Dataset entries
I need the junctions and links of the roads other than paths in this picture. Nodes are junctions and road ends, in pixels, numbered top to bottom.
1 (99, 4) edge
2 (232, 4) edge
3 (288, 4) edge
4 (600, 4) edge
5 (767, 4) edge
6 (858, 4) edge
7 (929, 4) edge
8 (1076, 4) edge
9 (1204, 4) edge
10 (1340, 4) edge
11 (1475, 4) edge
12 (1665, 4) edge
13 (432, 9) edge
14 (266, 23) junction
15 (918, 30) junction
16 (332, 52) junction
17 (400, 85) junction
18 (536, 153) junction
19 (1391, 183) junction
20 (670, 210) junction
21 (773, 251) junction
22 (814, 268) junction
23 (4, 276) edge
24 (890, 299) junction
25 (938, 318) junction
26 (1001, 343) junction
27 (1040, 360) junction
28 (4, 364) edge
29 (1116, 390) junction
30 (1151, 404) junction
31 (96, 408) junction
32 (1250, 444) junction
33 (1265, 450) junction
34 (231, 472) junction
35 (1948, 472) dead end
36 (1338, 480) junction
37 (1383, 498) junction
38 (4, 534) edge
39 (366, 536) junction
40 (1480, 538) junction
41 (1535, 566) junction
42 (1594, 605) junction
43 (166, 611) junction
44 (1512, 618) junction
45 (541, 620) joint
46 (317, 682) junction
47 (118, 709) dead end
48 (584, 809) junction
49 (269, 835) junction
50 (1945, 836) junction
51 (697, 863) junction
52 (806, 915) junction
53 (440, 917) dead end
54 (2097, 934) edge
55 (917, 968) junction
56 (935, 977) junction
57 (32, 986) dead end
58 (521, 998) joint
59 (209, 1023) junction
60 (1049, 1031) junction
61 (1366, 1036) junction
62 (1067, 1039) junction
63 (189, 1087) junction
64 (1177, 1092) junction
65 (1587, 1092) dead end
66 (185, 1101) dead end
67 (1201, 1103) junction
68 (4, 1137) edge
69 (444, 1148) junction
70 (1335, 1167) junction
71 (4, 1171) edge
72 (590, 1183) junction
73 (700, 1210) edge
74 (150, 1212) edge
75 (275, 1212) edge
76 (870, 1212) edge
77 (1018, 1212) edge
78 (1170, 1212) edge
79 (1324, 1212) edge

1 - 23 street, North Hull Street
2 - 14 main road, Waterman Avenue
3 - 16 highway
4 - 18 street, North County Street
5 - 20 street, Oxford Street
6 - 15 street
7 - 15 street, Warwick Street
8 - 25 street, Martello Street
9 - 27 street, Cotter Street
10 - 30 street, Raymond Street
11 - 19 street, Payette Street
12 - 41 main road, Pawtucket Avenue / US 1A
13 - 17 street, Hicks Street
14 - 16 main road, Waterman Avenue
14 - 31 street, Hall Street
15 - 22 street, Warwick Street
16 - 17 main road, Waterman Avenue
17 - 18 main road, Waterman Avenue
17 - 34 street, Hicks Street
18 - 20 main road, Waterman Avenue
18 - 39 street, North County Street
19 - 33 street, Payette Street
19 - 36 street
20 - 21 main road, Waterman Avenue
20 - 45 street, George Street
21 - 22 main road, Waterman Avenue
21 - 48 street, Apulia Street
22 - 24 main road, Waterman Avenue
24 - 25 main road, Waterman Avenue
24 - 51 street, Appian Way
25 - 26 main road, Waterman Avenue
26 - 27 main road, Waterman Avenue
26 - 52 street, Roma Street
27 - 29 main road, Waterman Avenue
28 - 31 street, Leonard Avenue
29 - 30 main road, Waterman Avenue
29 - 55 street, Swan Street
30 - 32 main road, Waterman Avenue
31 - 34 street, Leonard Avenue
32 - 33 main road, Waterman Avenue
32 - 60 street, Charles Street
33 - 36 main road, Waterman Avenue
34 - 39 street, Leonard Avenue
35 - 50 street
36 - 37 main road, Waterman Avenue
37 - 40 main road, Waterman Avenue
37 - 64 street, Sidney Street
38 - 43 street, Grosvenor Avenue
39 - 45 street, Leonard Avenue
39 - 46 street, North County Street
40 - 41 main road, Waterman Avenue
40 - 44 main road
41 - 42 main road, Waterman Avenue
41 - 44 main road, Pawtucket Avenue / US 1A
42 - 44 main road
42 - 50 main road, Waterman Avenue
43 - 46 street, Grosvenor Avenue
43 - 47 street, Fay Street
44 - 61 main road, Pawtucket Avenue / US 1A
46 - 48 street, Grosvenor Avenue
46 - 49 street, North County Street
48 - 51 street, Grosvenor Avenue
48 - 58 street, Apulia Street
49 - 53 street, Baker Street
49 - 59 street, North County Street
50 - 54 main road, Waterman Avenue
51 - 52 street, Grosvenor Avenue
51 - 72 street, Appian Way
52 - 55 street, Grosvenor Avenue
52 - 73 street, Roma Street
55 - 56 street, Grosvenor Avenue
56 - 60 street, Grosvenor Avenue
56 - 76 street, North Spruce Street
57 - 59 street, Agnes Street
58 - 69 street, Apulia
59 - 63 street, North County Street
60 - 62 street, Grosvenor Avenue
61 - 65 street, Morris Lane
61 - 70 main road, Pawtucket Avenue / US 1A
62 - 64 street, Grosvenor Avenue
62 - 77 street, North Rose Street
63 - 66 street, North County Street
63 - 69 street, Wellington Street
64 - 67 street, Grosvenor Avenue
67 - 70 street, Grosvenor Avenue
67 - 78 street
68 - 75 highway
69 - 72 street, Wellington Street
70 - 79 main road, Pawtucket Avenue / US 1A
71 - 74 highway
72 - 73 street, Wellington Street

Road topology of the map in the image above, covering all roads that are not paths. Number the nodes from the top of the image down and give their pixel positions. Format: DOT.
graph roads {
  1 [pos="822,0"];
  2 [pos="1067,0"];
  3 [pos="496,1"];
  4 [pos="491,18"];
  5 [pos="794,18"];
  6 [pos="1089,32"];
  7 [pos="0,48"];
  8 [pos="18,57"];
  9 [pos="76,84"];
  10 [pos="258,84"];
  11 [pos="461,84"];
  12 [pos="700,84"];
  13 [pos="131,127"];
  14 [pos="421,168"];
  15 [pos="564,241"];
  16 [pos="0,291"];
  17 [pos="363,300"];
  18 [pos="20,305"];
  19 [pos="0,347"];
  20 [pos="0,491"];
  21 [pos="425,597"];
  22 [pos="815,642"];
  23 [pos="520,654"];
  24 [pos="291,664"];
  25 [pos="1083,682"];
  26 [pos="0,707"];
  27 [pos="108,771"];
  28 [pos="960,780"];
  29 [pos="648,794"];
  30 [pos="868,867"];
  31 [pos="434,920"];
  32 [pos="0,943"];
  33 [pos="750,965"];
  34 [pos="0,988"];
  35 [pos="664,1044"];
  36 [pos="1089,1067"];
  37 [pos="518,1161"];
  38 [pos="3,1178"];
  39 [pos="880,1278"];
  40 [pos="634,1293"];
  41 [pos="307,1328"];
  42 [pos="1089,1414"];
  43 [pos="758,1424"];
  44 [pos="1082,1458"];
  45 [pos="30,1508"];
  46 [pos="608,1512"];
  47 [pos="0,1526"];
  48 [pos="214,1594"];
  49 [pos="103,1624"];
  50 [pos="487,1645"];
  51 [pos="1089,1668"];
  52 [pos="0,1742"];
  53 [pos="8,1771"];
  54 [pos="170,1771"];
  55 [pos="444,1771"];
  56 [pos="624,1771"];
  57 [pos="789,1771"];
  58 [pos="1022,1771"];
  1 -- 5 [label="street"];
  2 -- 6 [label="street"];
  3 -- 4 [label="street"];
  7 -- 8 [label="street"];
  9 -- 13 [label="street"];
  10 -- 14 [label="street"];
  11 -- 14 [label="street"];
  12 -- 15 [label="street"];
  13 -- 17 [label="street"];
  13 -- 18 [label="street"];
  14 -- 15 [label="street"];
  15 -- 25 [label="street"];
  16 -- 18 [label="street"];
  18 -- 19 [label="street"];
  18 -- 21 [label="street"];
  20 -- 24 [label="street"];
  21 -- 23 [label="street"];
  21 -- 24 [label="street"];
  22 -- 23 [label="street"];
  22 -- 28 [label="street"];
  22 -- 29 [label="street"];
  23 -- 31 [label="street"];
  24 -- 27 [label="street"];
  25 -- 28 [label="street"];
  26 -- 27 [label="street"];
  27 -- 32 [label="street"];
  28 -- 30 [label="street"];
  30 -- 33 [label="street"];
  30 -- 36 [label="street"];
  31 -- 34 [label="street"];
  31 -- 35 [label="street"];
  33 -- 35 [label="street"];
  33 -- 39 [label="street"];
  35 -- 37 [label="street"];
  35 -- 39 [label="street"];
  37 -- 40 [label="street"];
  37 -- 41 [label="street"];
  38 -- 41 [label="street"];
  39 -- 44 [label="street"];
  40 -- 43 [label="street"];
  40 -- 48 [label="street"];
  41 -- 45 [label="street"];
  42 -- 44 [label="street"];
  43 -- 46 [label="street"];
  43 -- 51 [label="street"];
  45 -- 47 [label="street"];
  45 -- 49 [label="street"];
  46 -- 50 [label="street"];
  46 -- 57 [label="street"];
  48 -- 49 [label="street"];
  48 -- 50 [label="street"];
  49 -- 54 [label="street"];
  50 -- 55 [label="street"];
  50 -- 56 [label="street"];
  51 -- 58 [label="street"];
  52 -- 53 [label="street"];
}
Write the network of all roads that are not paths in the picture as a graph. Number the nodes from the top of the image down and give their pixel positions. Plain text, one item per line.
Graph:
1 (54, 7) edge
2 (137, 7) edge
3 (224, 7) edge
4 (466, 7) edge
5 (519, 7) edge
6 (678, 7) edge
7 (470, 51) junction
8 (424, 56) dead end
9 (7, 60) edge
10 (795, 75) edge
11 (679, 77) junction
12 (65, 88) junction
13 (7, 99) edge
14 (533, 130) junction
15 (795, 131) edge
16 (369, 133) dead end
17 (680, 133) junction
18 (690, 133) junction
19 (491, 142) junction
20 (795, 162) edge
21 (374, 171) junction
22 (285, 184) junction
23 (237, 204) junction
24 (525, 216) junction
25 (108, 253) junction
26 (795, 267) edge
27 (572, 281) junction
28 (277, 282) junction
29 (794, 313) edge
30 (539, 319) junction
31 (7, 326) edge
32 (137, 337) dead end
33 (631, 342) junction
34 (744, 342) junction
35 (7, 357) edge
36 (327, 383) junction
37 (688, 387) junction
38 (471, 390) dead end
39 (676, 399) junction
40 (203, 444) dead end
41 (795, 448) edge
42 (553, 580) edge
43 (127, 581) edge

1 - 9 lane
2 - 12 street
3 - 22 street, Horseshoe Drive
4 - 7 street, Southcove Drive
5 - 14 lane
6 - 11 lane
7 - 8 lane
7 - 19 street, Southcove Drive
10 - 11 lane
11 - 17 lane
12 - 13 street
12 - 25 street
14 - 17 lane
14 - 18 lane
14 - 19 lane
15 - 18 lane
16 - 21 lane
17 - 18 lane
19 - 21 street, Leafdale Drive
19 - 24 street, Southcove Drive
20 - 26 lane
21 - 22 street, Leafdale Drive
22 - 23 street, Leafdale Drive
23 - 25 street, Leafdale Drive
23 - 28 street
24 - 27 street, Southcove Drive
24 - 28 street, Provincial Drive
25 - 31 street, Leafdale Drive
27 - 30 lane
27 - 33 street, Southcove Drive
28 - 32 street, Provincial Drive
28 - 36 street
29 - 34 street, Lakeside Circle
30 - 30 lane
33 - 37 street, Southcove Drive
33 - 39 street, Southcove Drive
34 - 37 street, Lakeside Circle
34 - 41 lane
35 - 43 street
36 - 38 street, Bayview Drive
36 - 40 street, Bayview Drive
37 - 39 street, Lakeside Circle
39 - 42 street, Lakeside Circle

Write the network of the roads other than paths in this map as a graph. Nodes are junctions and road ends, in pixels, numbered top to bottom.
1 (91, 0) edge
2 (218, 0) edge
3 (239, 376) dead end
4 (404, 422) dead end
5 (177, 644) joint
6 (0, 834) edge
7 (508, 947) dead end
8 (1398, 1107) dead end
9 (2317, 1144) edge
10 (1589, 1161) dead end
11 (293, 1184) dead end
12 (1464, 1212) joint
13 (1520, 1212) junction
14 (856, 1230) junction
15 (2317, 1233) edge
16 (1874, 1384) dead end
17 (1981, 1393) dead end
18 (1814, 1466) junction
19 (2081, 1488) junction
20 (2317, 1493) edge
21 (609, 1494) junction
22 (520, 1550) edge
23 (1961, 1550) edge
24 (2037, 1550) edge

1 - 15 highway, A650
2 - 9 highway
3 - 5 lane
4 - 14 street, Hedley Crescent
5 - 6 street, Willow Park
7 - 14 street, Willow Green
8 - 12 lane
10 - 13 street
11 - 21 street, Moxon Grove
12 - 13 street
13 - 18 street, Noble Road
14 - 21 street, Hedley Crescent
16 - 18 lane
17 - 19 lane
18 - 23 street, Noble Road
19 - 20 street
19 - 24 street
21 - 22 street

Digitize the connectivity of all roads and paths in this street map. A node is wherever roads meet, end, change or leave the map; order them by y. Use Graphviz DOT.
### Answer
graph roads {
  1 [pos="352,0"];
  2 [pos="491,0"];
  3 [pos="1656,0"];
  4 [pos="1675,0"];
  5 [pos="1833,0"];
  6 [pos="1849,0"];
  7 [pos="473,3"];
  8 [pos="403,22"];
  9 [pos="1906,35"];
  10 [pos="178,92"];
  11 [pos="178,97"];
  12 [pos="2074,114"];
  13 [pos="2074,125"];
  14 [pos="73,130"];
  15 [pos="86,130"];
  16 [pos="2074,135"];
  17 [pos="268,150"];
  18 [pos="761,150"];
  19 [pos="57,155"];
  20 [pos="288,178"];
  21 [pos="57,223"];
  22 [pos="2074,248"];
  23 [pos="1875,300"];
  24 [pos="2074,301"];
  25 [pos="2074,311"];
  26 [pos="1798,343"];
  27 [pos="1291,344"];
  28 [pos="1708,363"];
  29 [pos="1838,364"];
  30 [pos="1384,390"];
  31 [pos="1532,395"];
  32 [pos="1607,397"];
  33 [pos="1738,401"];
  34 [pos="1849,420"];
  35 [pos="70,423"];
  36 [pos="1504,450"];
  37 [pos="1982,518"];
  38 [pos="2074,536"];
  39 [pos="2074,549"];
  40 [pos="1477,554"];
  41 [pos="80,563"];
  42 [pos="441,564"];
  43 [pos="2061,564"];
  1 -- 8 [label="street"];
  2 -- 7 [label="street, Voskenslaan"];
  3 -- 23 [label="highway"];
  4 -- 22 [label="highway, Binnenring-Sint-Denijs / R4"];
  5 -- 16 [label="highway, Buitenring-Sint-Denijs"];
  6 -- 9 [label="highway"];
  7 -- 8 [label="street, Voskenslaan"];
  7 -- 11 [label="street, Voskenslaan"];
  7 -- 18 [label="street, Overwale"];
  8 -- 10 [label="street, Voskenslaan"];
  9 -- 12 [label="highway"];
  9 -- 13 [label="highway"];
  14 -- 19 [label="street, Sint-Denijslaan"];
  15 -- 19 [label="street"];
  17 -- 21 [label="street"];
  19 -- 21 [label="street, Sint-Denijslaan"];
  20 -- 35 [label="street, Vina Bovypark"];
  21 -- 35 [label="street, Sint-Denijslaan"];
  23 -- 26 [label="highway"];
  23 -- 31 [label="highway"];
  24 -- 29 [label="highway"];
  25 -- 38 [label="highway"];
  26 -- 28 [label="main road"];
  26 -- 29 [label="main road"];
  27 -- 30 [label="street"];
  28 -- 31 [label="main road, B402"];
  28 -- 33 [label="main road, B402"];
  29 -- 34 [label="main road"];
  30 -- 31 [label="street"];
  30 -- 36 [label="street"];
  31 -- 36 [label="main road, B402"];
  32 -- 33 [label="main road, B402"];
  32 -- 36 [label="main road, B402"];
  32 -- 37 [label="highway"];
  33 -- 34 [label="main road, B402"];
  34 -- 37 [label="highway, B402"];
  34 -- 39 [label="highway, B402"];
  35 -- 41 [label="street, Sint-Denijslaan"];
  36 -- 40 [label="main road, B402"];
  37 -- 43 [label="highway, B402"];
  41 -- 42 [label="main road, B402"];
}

Work instructions: Scan the entries above for the string "Southcove", and copy every line where it turns up.

Written solution:
4 - 7 street, Southcove Drive
7 - 19 street, Southcove Drive
19 - 24 street, Southcove Drive
24 - 27 street, Southcove Drive
27 - 33 street, Southcove Drive
33 - 37 street, Southcove Drive
33 - 39 street, Southcove Drive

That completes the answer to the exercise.